Matt Hart offers his essential and somewhat unique guide on how to become a better hill climber. 

When someone states that someone is ‘a good climber’ it conjures up an element of mystique and fantasy with me. What is a good climber? I have an imaged etched into the creative side of my brain; I see some kind of supernatural, lean, ripped, if not slightly unhealthy-looking character with body fat so low that you can see the blood coursing through its veins. Perhaps the closest visual specimen I could suggest would be Golum from the Lord of the Rings trilogy…

I have a vivid imagination of course, but I’m also a scientist, so a logical and intelligent set of rules comes to me just as easily and overrides these sometimes quirky fantasies. So sadly, if you were enjoying my whimsical ramblings, it has to come to an end. Being a good climber is actually just about three things:

• Your body weight

• The weight of your bike and equipment

• Your power output

If Golum did exist, perhaps he would be both powerful and light in his own mythical way, but the fella can barely stand on two legs, so the chance of him being able to power a bicycle uphill is quite frankly out of the question. I reckon his immune system would prevent him from ever realising greatness anyway, because he always seems to be coughing and sneezing when I’ve seen him.
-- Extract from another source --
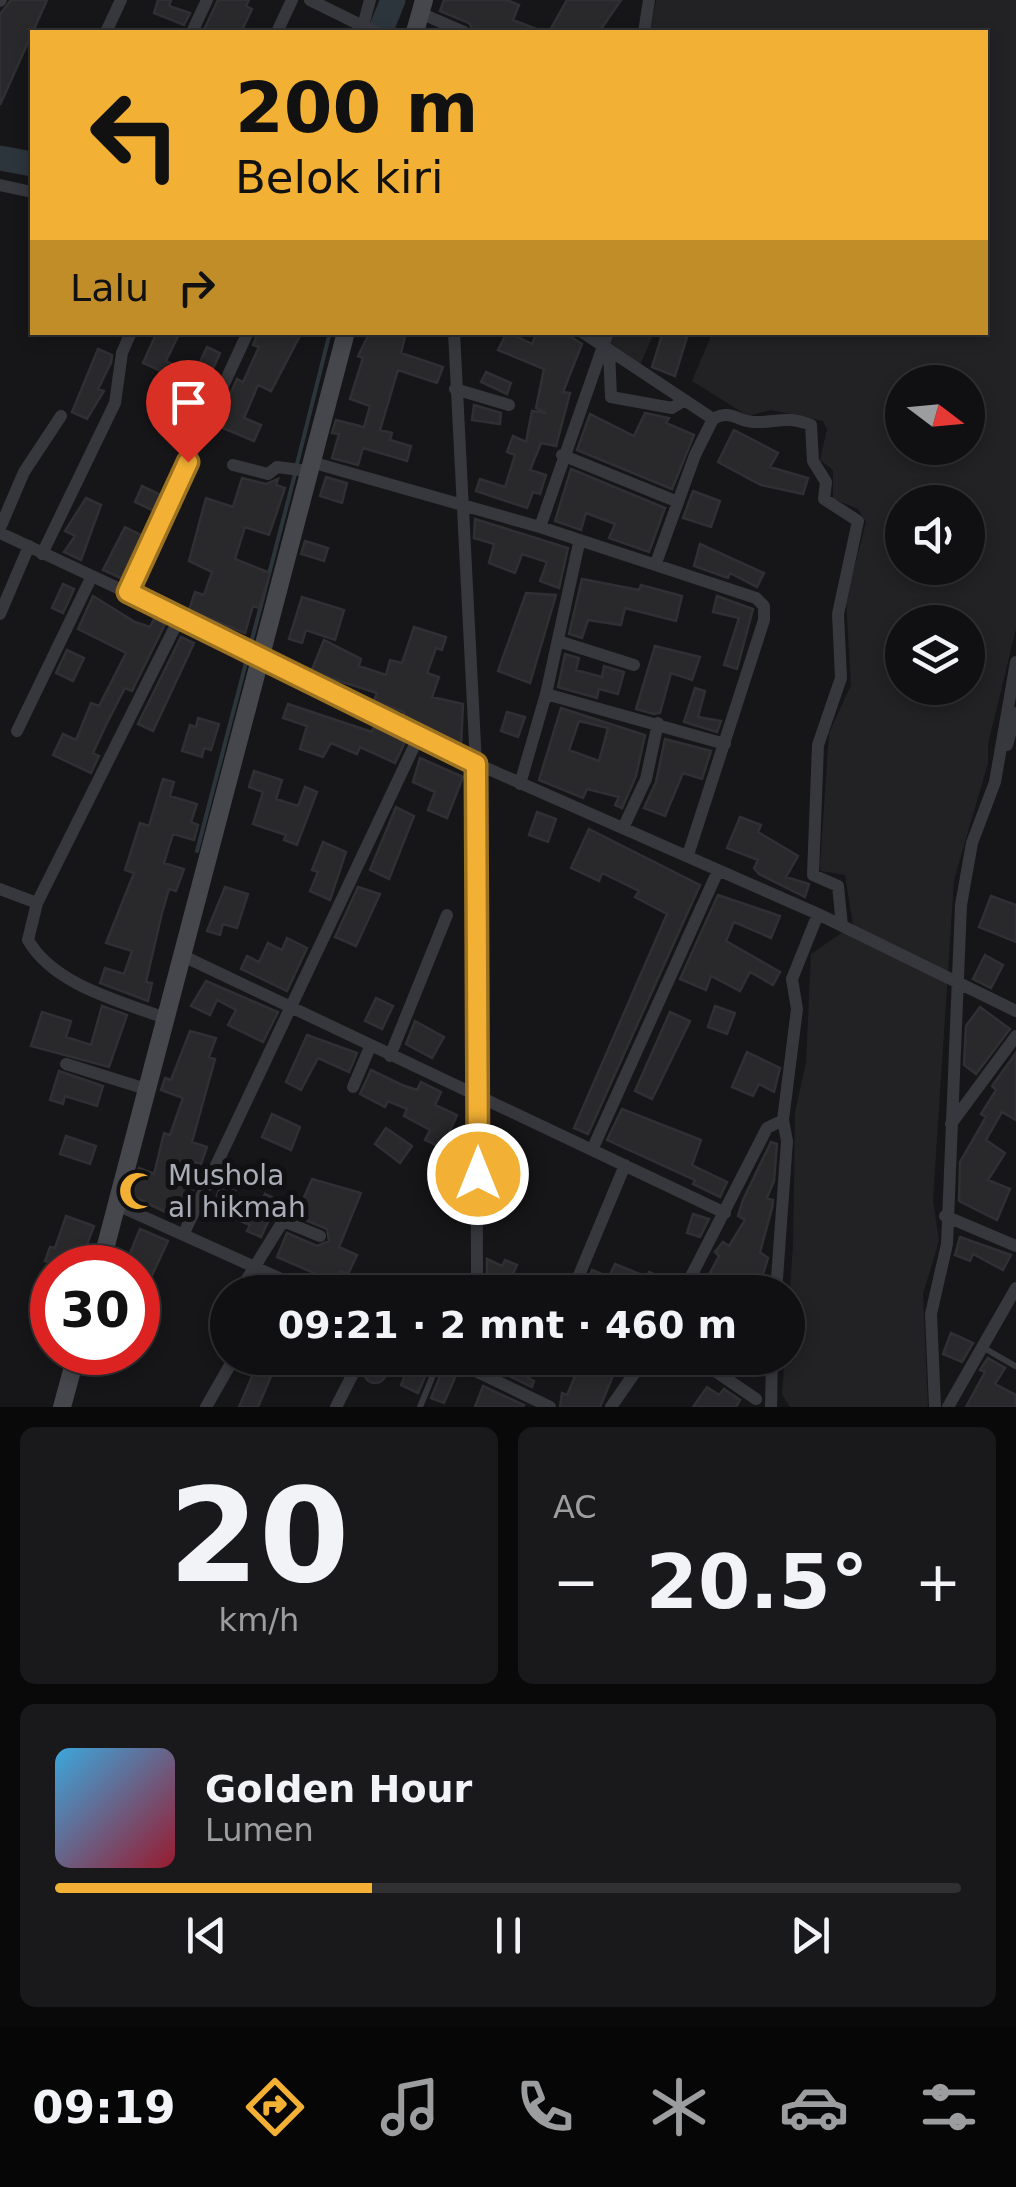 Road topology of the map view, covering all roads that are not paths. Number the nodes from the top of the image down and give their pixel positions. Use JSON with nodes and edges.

I guess what I’m trying to say in a very protracted and odd way is that a great climber isn’t mysterious; they simply have a good power-to-weight ratio. Let’s look at the three points listed above to make sense of it all.

Body Weight

Light people go up hills faster, because they’ve got less mass to shift against gravity—it’s as simple as that. A good experiment to carry out if you think my opinion lacks credibility is to find a big hill near where you live and ride up it as fast as you can (after a sensible warm up of course) and time yourself from start to finish. Then, once you’ve recovered from your first effort, go to your local supermarket with a large backpack and fill it with cans of beer. Pay for it obviously, then ride gently to the bottom of the aforementioned hill and repeat the experiment. You should notice that you’re quite a bit slower on the second effort. If you can’t be bothered doing this exercise, although I stagger to think why you wouldn’t, you could do the same experiment in your car—it’ll work in the same manner but you’ll need to purchase a lot more beer!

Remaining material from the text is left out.